Lorimer thought about the former police officer who had taken the law into her own hands. Once a cynical cop, always a cynical cop, Helen James had told him sourly. But this had not been about cynicism, he mused. This had been about love.

And what had Barbara Knox felt for the woman she had known as Diana? Had that been love? Or had she simply been beguiled by Claire at a time when she had desperately needed to prove herself to her superiors? He had written an extensive report stressing the young officer’s previous exemplary record, hoping that it might help to offset the damage she had done. There was no date fixed yet for her disciplinary hearing and Lorimer had no way of knowing whether the career of DC Barbara Knox had any chance of survival.

‘Sometimes fate takes a hand in the affairs of men,’ Solly said quietly, interrupting Lorimer’s reverie. ‘Though perhaps Claire was careless of her own fate. Finding Badica and ending his life was all she really wanted.’

‘You really think she had no plans for her own future?’

Solly shook his head. ‘I think the day that Carol Kilpatrick died was the day that Claire’s dreams for the future ended. And perhaps there was something fitting about being killed after she shot the man who had robbed her of that.’

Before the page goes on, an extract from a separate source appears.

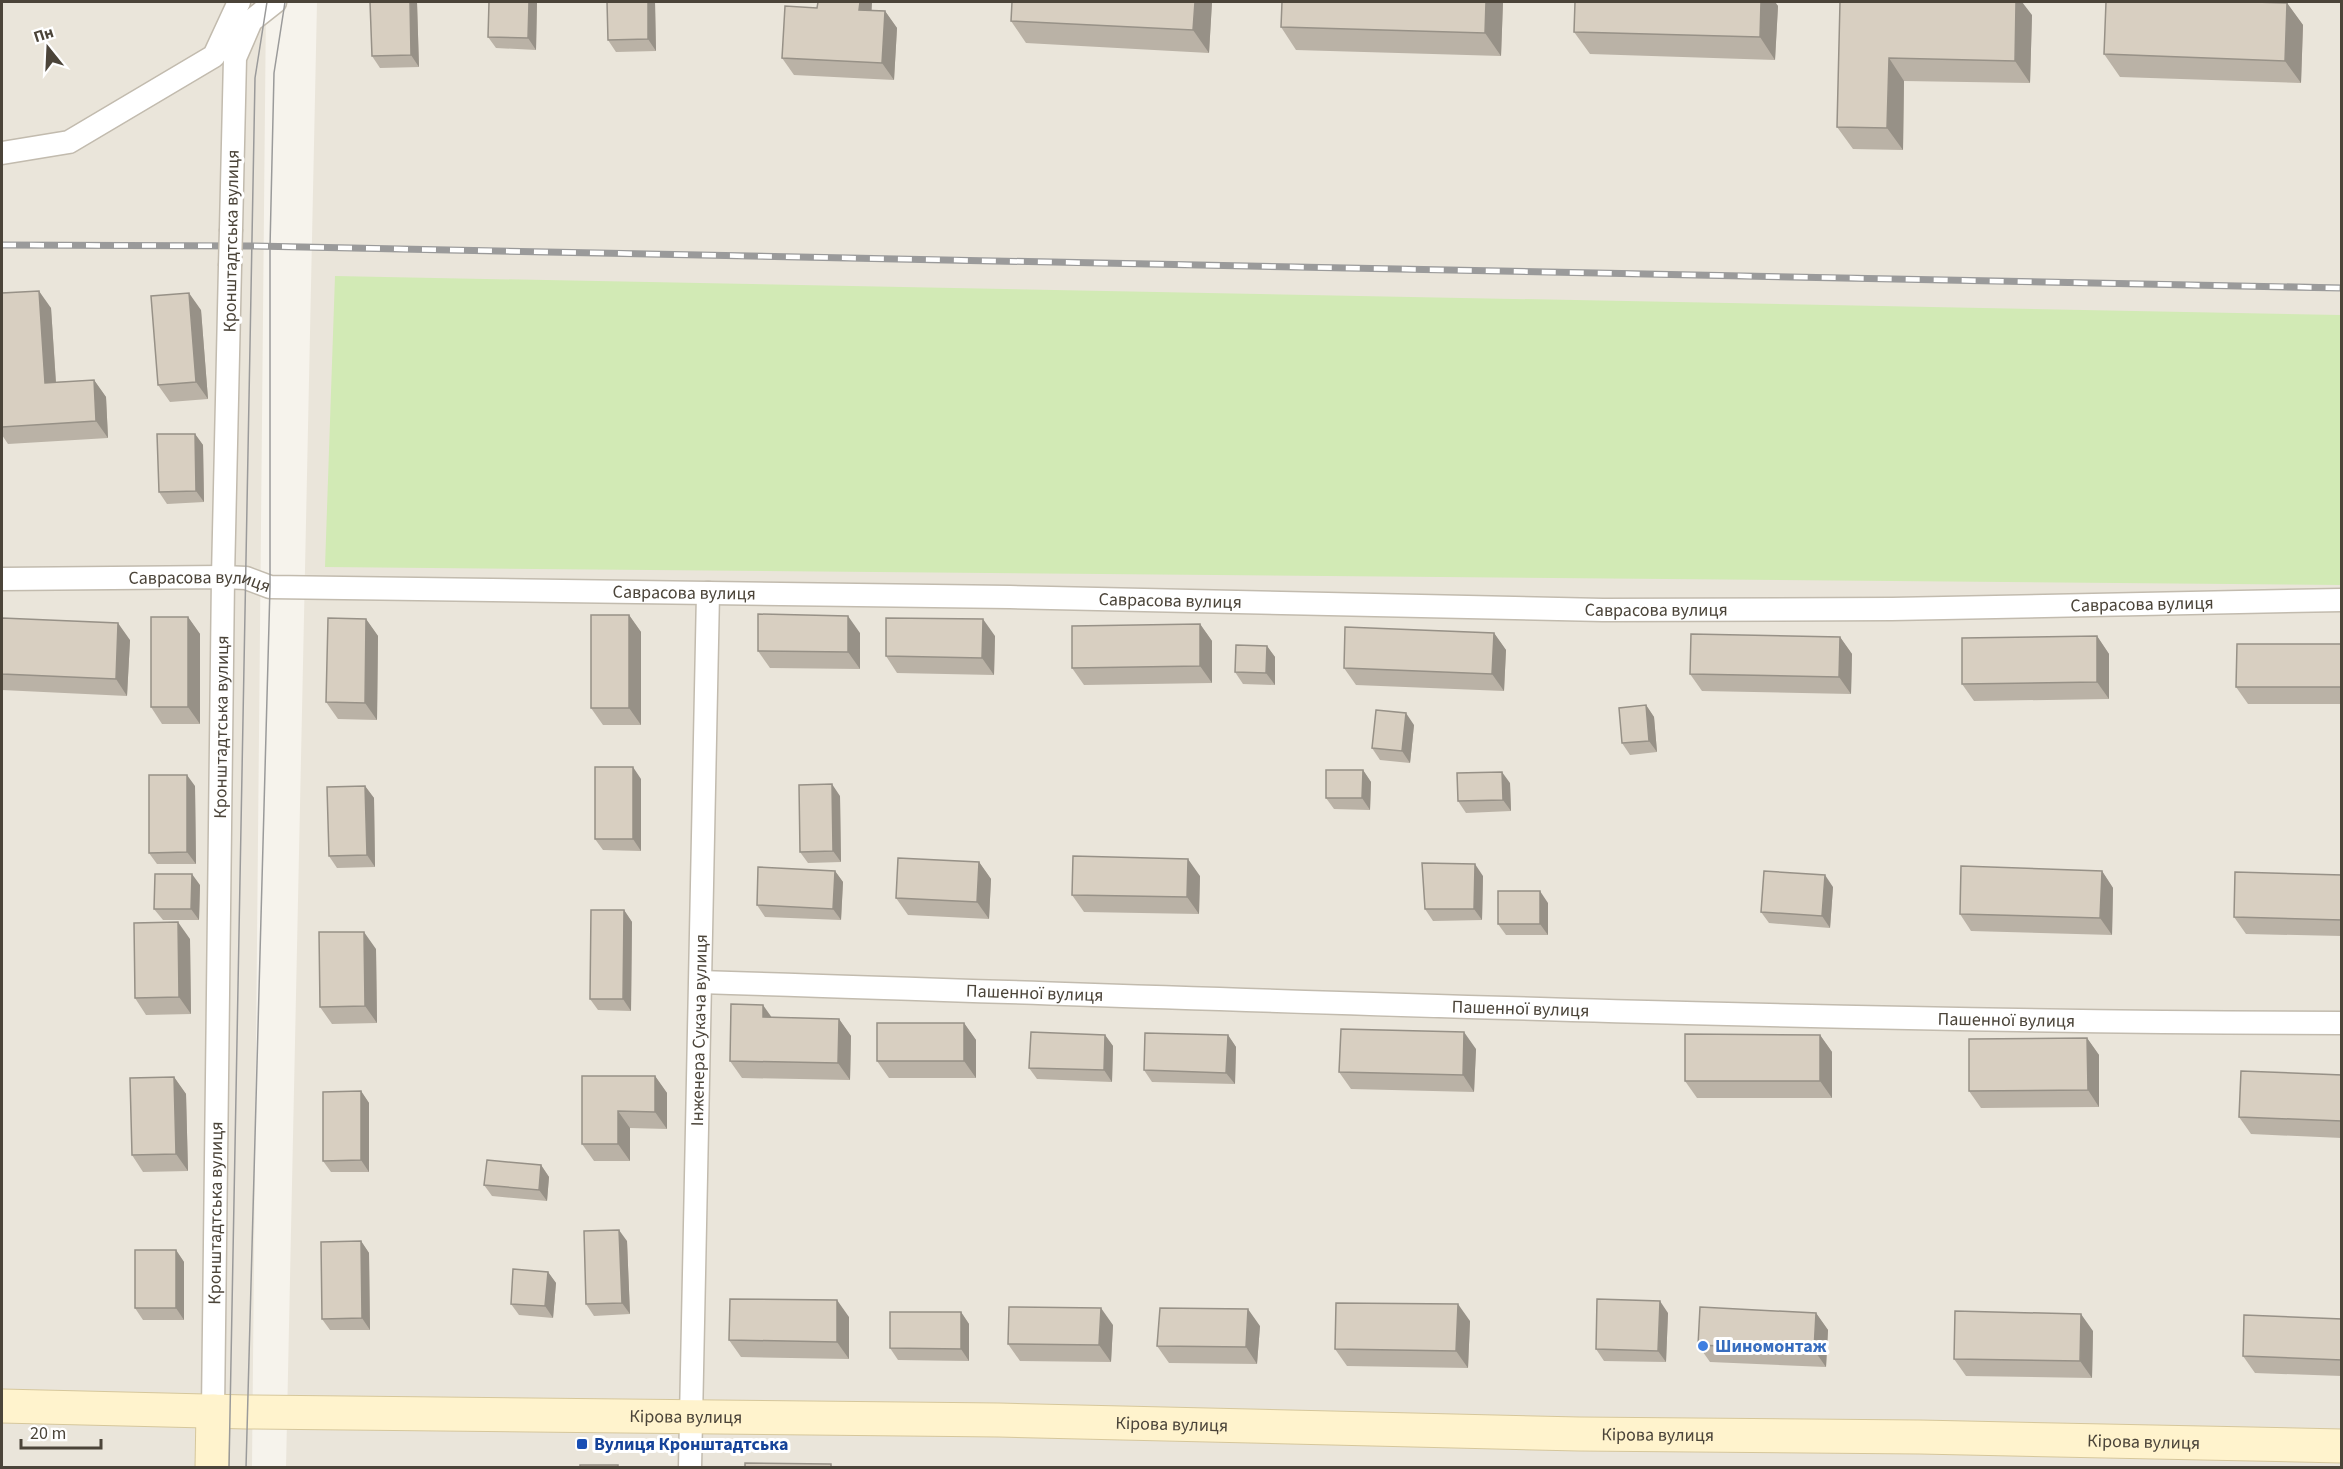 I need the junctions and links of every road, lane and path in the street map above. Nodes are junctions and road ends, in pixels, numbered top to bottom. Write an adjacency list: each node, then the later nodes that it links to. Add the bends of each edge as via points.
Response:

He looked into the distance thoughtfully ‘What was it that Shakespeare said? This even-handed justice commends the ingredients of our poison’d chalice to our own lips,’ he quoted.

Lorimer looked at his friend. Perhaps there was some higher authority that decided our fate. Perhaps not. He was just a copper, someone whose job it was to bring criminals to justice. But, God help him, it was a job that he loved.


Barbara Knox laid her small posy on the grave and stood back. There was nobody there to see her action, nobody to condemn. The policewoman had heard all the evidence against Diana, or Claire as the name on her headstone proclaimed. Yet, despite the suspension and the aftermath that had followed her stay in hospital there was still something that she did not regret. Those few happy hours when she had been made to feel special might still come again, if only she had met the right person this time. Something in her was glad that her friend had fulfilled her quest to kill Alexander Badica, but Barbara could never bring herself to condone the waste of those three innocent lives.

The Romanian had been wanted for the murder of street women back in his own country and there were still questions being asked of Vladimir concerning just how much he had known and attempted to cover up. The two saunas had been his nephew’s initial source of women, but that had apparently failed to satisfy the man with a penchant for cruelty. Whether they could ever lay all the unsolved murders at Alexander Badica’s door remained to be seen, but DNA had confirmed his involvement in some of them at least.

A bitter wind sprang up from the east and Barbara wrapped her coat more closely around her, wondering if she would ever be warm again. April is the cruellest month, Eliot had written, and so it seemed, with the squad now disbanded and Mumby making noises about not wanting her back in his division.

‘Are you okay?’ Monica Proctor was waiting for her at the cemetery gates, an anxious expression on her face. Barbara nodded then let herself be led away, her hands empty now but her heart a little lighter as the spring skies opened above her and the sun came out at last.